◆ **PROVIDED MATERIAL**
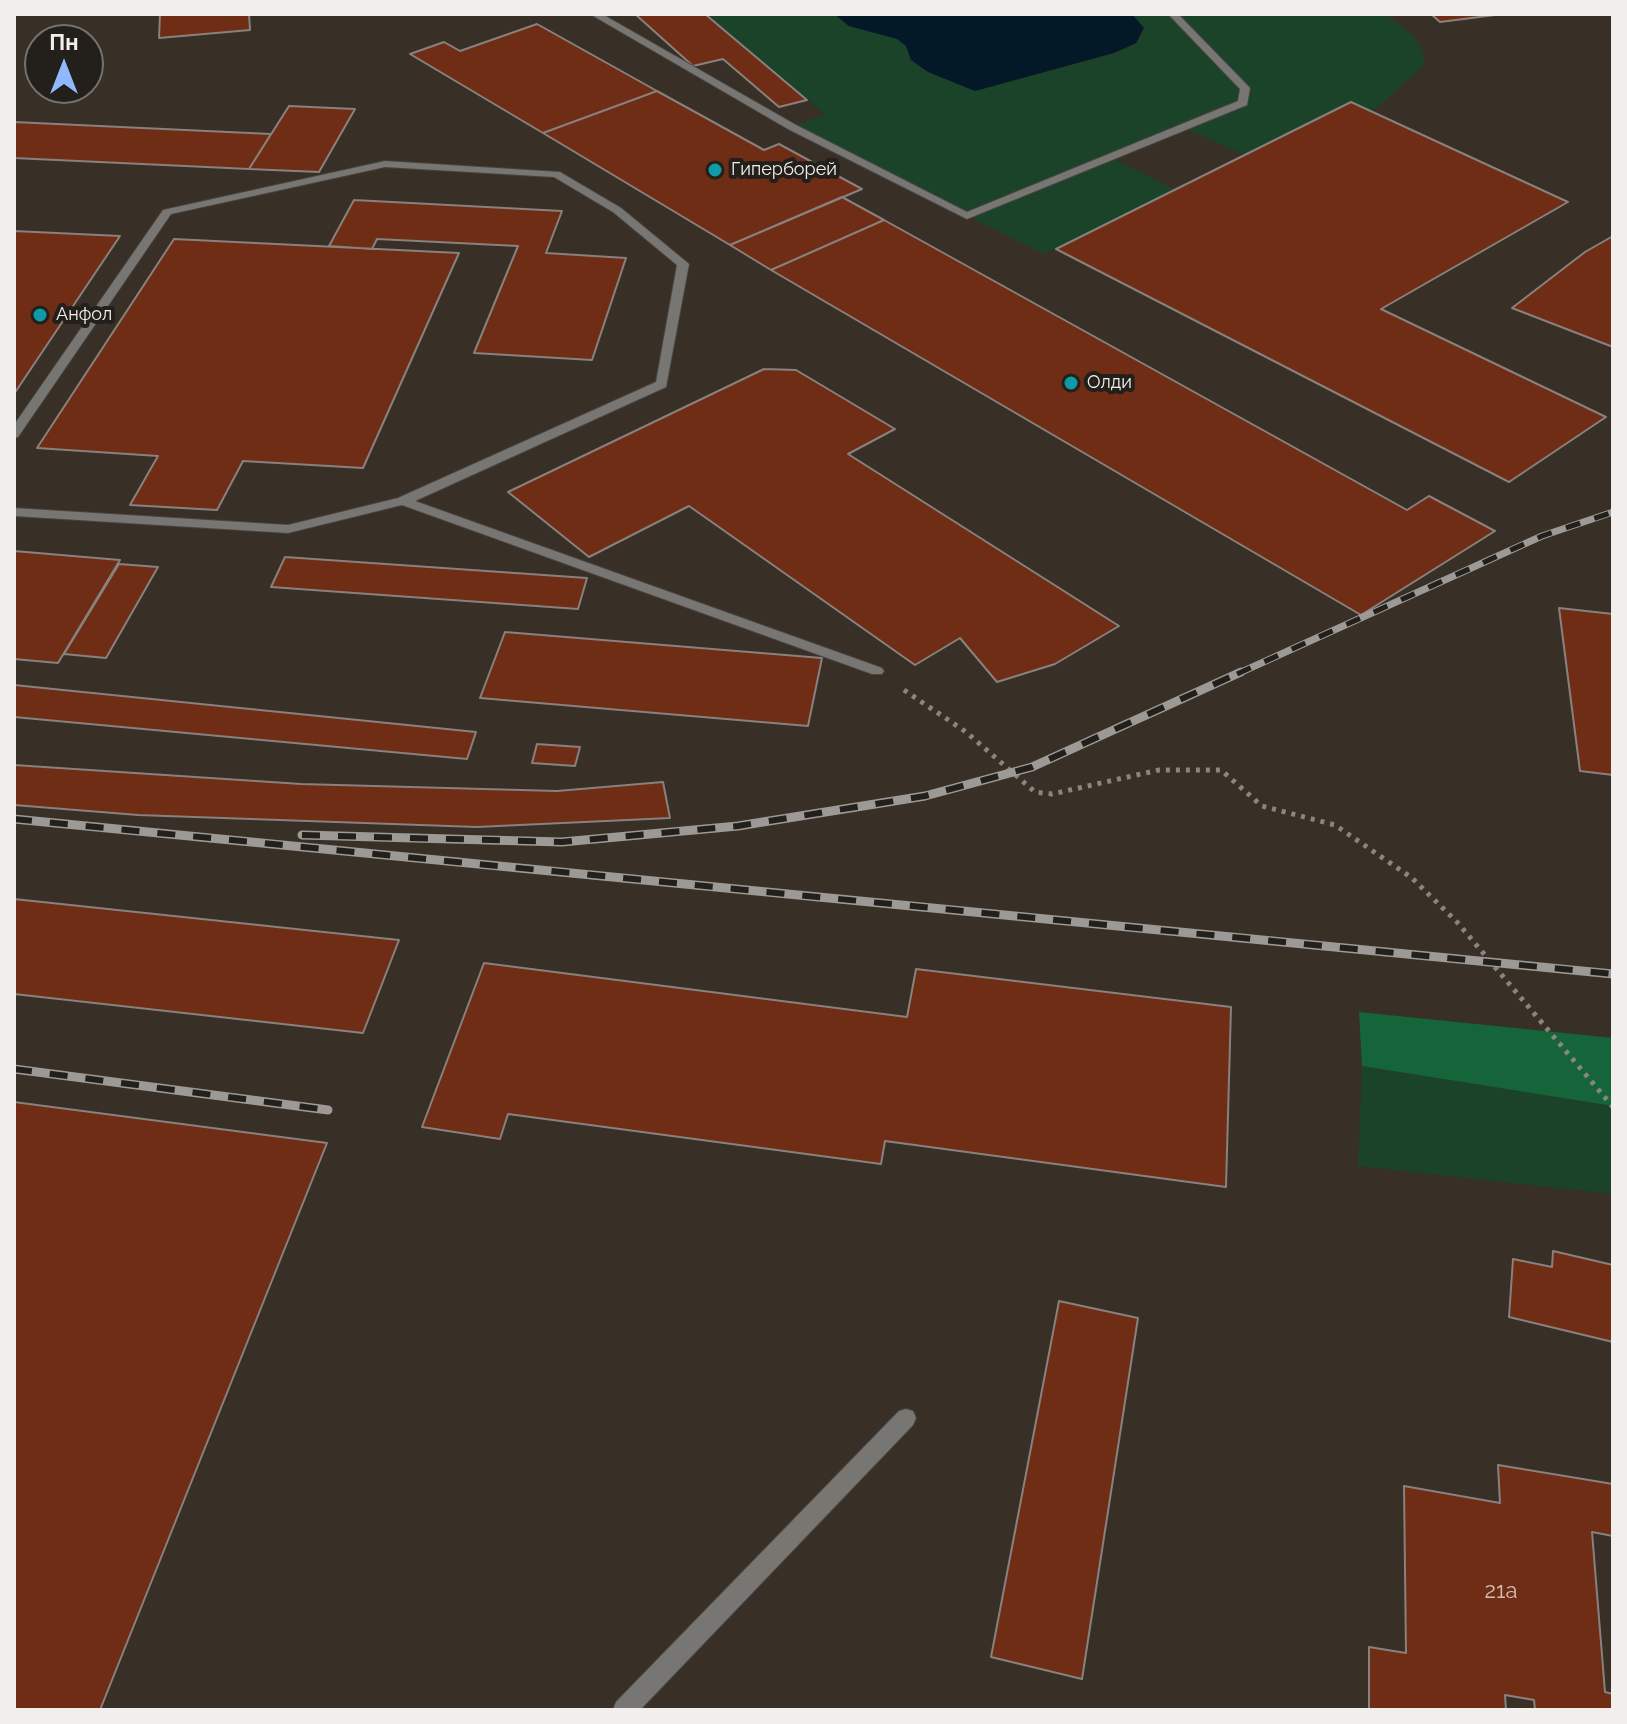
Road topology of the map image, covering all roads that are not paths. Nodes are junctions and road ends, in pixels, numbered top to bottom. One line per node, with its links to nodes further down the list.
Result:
1 (595, 14): 2 (lane)
2 (1173, 14)
3 (14, 434): 4 (lane)
4 (403, 501): 5 (lane); 6 (lane)
5 (14, 512)
6 (877, 671)
7 (906, 1418): 8 (lane)
8 (624, 1710)

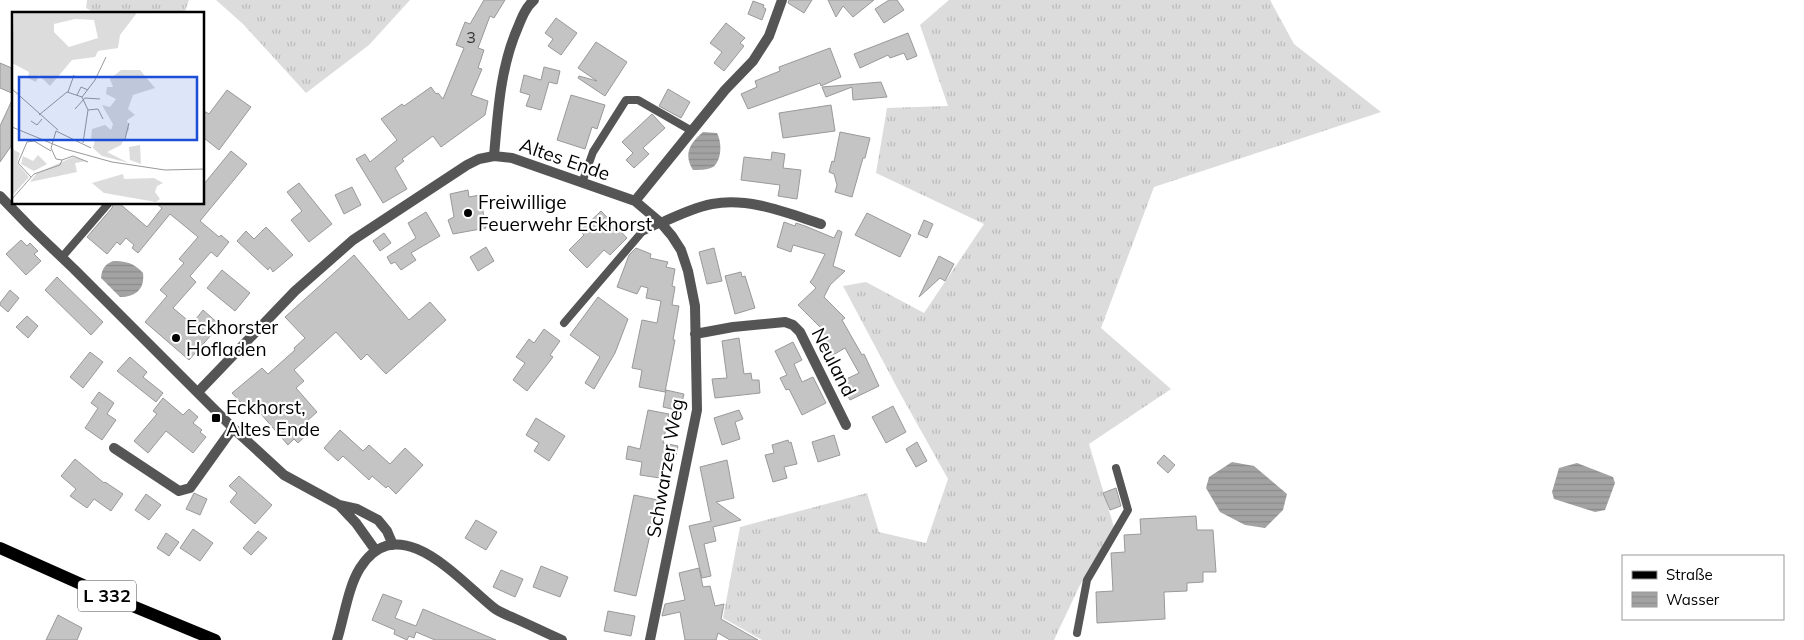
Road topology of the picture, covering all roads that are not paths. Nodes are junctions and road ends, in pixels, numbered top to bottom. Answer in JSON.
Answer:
{"nodes":[{"id":1,"x":534,"y":0,"type":"edge"},
{"id":2,"x":782,"y":0,"type":"edge"},
{"id":3,"x":692,"y":131,"type":"junction"},
{"id":4,"x":494,"y":156,"type":"junction"},
{"id":5,"x":582,"y":183,"type":"junction"},
{"id":6,"x":0,"y":196,"type":"edge"},
{"id":7,"x":635,"y":201,"type":"junction"},
{"id":8,"x":107,"y":205,"type":"edge"},
{"id":9,"x":661,"y":223,"type":"junction"},
{"id":10,"x":821,"y":224,"type":"dead end"},
{"id":11,"x":62,"y":257,"type":"junction"},
{"id":12,"x":564,"y":323,"type":"dead end"},
{"id":13,"x":695,"y":334,"type":"junction"},
{"id":14,"x":198,"y":392,"type":"junction"},
{"id":15,"x":846,"y":425,"type":"dead end"},
{"id":16,"x":233,"y":428,"type":"junction"},
{"id":17,"x":114,"y":448,"type":"dead end"},
{"id":18,"x":1116,"y":468,"type":"dead end"},
{"id":19,"x":339,"y":505,"type":"junction"},
{"id":20,"x":393,"y":545,"type":"junction"},
{"id":21,"x":0,"y":548,"type":"edge"},
{"id":22,"x":376,"y":551,"type":"junction"},
{"id":23,"x":1077,"y":633,"type":"dead end"},
{"id":24,"x":214,"y":640,"type":"edge"},
{"id":25,"x":338,"y":640,"type":"edge"},
{"id":26,"x":562,"y":640,"type":"edge"},
{"id":27,"x":650,"y":640,"type":"edge"}],
"edges":[{"from":1,"to":4,"type":"street"},
{"from":2,"to":3,"type":"street"},
{"from":3,"to":5,"type":"lane"},
{"from":3,"to":7,"type":"street"},
{"from":4,"to":5,"type":"street","name":"Altes Ende"},
{"from":4,"to":14,"type":"street","name":"Altes Ende"},
{"from":5,"to":7,"type":"street","name":"Altes Ende"},
{"from":6,"to":11,"type":"street"},
{"from":7,"to":9,"type":"street","name":"Schwarzer Weg"},
{"from":8,"to":11,"type":"lane"},
{"from":9,"to":10,"type":"street"},
{"from":9,"to":12,"type":"lane"},
{"from":9,"to":13,"type":"street","name":"Schwarzer Weg"},
{"from":11,"to":14,"type":"street"},
{"from":13,"to":15,"type":"street","name":"Neuland"},
{"from":13,"to":27,"type":"street","name":"Schwarzer Weg"},
{"from":14,"to":16,"type":"street"},
{"from":16,"to":17,"type":"street"},
{"from":16,"to":19,"type":"street"},
{"from":18,"to":23,"type":"lane"},
{"from":19,"to":20,"type":"street"},
{"from":19,"to":22,"type":"street"},
{"from":20,"to":22,"type":"street"},
{"from":20,"to":26,"type":"street"},
{"from":21,"to":24,"type":"main road","number":"L 332"},
{"from":22,"to":25,"type":"street"}]}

◆ **WORK ITEM**
Excluding every picture, write out each record word for word.

◆ **ANSWER TO THE PROBLEM**
Road topology of the map image, covering all roads that are not paths. Nodes are junctions and road ends, in pixels, numbered top to bottom. One line per node, with its links to nodes further down the list.
Result:
1 (595, 14): 2 (lane)
2 (1173, 14)
3 (14, 434): 4 (lane)
4 (403, 501): 5 (lane); 6 (lane)
5 (14, 512)
6 (877, 671)
7 (906, 1418): 8 (lane)
8 (624, 1710)

Road topology of the picture, covering all roads that are not paths. Nodes are junctions and road ends, in pixels, numbered top to bottom. Answer in JSON.
Answer:
{"nodes":[{"id":1,"x":534,"y":0,"type":"edge"},
{"id":2,"x":782,"y":0,"type":"edge"},
{"id":3,"x":692,"y":131,"type":"junction"},
{"id":4,"x":494,"y":156,"type":"junction"},
{"id":5,"x":582,"y":183,"type":"junction"},
{"id":6,"x":0,"y":196,"type":"edge"},
{"id":7,"x":635,"y":201,"type":"junction"},
{"id":8,"x":107,"y":205,"type":"edge"},
{"id":9,"x":661,"y":223,"type":"junction"},
{"id":10,"x":821,"y":224,"type":"dead end"},
{"id":11,"x":62,"y":257,"type":"junction"},
{"id":12,"x":564,"y":323,"type":"dead end"},
{"id":13,"x":695,"y":334,"type":"junction"},
{"id":14,"x":198,"y":392,"type":"junction"},
{"id":15,"x":846,"y":425,"type":"dead end"},
{"id":16,"x":233,"y":428,"type":"junction"},
{"id":17,"x":114,"y":448,"type":"dead end"},
{"id":18,"x":1116,"y":468,"type":"dead end"},
{"id":19,"x":339,"y":505,"type":"junction"},
{"id":20,"x":393,"y":545,"type":"junction"},
{"id":21,"x":0,"y":548,"type":"edge"},
{"id":22,"x":376,"y":551,"type":"junction"},
{"id":23,"x":1077,"y":633,"type":"dead end"},
{"id":24,"x":214,"y":640,"type":"edge"},
{"id":25,"x":338,"y":640,"type":"edge"},
{"id":26,"x":562,"y":640,"type":"edge"},
{"id":27,"x":650,"y":640,"type":"edge"}],
"edges":[{"from":1,"to":4,"type":"street"},
{"from":2,"to":3,"type":"street"},
{"from":3,"to":5,"type":"lane"},
{"from":3,"to":7,"type":"street"},
{"from":4,"to":5,"type":"street","name":"Altes Ende"},
{"from":4,"to":14,"type":"street","name":"Altes Ende"},
{"from":5,"to":7,"type":"street","name":"Altes Ende"},
{"from":6,"to":11,"type":"street"},
{"from":7,"to":9,"type":"street","name":"Schwarzer Weg"},
{"from":8,"to":11,"type":"lane"},
{"from":9,"to":10,"type":"street"},
{"from":9,"to":12,"type":"lane"},
{"from":9,"to":13,"type":"street","name":"Schwarzer Weg"},
{"from":11,"to":14,"type":"street"},
{"from":13,"to":15,"type":"street","name":"Neuland"},
{"from":13,"to":27,"type":"street","name":"Schwarzer Weg"},
{"from":14,"to":16,"type":"street"},
{"from":16,"to":17,"type":"street"},
{"from":16,"to":19,"type":"street"},
{"from":18,"to":23,"type":"lane"},
{"from":19,"to":20,"type":"street"},
{"from":19,"to":22,"type":"street"},
{"from":20,"to":22,"type":"street"},
{"from":20,"to":26,"type":"street"},
{"from":21,"to":24,"type":"main road","number":"L 332"},
{"from":22,"to":25,"type":"street"}]}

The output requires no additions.